#### ABOUT THIS EXERCISE
Return the lines below in which the string "Roxburgh" occurs.

#### DATA SECTION
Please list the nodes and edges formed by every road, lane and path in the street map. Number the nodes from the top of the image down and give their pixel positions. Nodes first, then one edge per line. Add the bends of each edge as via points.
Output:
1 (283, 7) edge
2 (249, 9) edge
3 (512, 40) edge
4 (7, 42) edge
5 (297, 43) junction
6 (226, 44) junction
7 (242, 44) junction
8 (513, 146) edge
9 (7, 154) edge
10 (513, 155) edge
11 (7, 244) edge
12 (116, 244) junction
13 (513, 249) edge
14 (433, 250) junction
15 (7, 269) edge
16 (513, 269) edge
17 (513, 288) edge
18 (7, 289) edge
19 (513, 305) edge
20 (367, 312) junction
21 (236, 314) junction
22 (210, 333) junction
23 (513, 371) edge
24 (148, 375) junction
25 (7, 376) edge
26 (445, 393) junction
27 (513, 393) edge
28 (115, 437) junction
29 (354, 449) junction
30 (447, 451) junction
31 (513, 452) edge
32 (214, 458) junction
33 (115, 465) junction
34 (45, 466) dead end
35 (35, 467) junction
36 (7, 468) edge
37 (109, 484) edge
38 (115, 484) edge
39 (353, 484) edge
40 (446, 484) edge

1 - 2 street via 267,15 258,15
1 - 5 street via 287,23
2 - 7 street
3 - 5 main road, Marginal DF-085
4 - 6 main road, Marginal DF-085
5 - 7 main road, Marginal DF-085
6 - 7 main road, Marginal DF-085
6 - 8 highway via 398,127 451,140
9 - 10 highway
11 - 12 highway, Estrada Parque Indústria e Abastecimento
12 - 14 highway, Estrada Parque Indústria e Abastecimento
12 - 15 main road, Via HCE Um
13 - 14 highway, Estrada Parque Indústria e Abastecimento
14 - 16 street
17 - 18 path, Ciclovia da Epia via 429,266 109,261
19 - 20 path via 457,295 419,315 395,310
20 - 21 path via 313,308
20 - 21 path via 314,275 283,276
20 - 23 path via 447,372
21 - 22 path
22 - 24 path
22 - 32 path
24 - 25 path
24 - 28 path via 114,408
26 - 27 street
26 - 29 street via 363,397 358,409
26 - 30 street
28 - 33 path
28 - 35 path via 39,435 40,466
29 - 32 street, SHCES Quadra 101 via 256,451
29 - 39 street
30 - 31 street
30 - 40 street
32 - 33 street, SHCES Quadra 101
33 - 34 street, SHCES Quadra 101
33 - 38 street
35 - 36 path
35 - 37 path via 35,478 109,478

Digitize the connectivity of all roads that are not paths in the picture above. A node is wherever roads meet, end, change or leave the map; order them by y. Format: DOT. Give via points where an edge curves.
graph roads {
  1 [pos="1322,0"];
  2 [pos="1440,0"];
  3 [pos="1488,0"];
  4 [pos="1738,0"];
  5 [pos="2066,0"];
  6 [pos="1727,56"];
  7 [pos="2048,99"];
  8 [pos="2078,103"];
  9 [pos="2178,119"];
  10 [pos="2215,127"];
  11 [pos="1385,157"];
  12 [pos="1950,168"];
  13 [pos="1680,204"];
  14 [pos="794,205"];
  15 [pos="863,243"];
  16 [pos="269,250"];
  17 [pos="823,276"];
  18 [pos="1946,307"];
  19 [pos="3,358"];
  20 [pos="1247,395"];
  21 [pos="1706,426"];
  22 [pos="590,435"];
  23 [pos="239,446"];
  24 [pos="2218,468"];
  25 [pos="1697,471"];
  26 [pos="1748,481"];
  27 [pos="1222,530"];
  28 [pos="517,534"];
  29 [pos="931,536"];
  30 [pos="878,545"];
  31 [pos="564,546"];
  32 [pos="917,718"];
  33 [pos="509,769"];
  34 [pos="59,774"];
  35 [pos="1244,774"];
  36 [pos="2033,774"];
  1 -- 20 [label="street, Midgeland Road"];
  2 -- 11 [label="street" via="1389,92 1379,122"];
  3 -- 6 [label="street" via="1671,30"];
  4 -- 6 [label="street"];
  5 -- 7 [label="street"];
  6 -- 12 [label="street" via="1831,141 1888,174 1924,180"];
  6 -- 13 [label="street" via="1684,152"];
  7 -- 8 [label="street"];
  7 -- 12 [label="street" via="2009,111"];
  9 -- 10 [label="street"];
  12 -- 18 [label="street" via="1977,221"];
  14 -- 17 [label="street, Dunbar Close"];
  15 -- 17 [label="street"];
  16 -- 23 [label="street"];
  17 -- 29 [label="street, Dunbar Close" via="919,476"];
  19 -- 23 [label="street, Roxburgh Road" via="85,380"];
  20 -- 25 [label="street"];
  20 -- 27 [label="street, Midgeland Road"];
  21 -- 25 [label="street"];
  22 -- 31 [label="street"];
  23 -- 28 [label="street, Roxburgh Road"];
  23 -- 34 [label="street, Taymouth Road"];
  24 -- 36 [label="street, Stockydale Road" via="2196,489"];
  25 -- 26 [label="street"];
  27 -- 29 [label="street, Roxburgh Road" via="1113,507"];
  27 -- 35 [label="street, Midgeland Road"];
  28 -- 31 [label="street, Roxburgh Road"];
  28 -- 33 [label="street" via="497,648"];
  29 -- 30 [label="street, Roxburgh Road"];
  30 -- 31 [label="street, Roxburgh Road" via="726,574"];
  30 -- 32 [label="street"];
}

#### ANSWER TO THIS PROBLEM
  19 -- 23 [label="street, Roxburgh Road" via="85,380"];
  23 -- 28 [label="street, Roxburgh Road"];
  27 -- 29 [label="street, Roxburgh Road" via="1113,507"];
  28 -- 31 [label="street, Roxburgh Road"];
  29 -- 30 [label="street, Roxburgh Road"];
  30 -- 31 [label="street, Roxburgh Road" via="726,574"];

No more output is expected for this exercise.